Reputation: 556
I am trying to open a file that has a utf-8 metatag with BeautifulSoup using utf-8, yet I get a parsing error:
from bs4 import BeautifulSoup
soup = BeautifulSoup(open(filename), "html.parser", from_encoding="utf-8")
File header:
<!DOCTYPE html>
<html lang="en">
<head>
<title>
Logs
</title>
<meta charset="utf-8"/>
<meta content="width=device-width, initial-scale=1" name="viewport"/>
Error:
$ python3.6 dom.py Traceback (most recent call last): File "dom.py", line 56, in soup = BeautifulSoup(open(filename), "html.parser", from_encoding="utf-8") File "/usr/local/lib/python3.6/site-packages/bs4/init.py", line 309, in init markup = markup.read() File "/usr/local/lib/python3.6/encodings/ascii.py", line 26, in decode return codecs.ascii_decode(input, self.errors)[0] UnicodeDecodeError: 'ascii' codec can't decode byte 0xc2 in position 152902: ordinal not in range(128)

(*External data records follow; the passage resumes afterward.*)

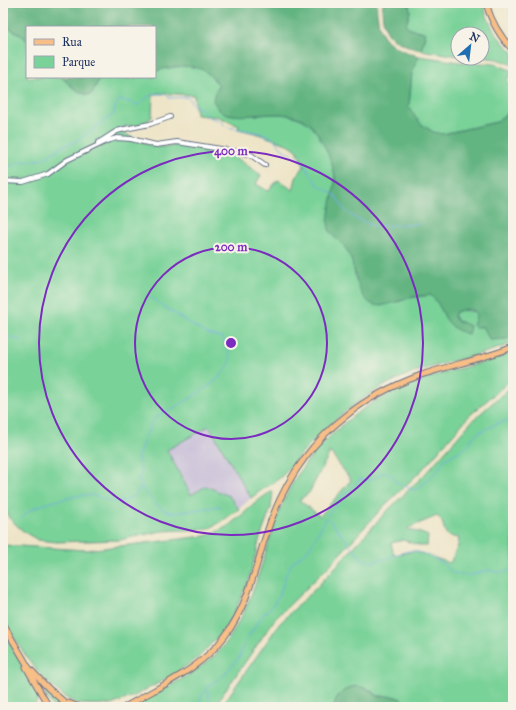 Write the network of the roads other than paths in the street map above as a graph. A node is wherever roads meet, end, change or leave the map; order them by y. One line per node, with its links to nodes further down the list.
1 (486, 3): 2 (main road)
2 (513, 50)
3 (170, 117): 4 (street)
4 (91, 149): 5 (street); 6 (street)
5 (265, 165)
6 (3, 181)
7 (513, 346): 11 (main road)
8 (3, 624): 9 (main road)
9 (20, 652): 10 (main road); 12 (main road)
10 (59, 697): 13 (main road); 14 (main road)
11 (132, 703): 15 (main road); 16 (main road)
12 (49, 707)
13 (70, 707)
14 (79, 707)
15 (120, 707)
16 (125, 707)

How should I proceed in debugging this? Thanks
Upvotes: 1
Views: 686
Reputation: 116
You didn't open the file correctly.
from bs4 import BeautifulSoup
with open(filename, "r", encoding="utf-8") as f:
soup = BeautifulSoup(f, "html.parser", from_encoding="utf-8")
OR
from bs4 import BeautifulSoup
f = open(filename, "r", encoding="utf-8").read()
soup = BeautifulSoup(f, "html.parser", from_encoding="utf-8")
f.close()
Upvotes: 1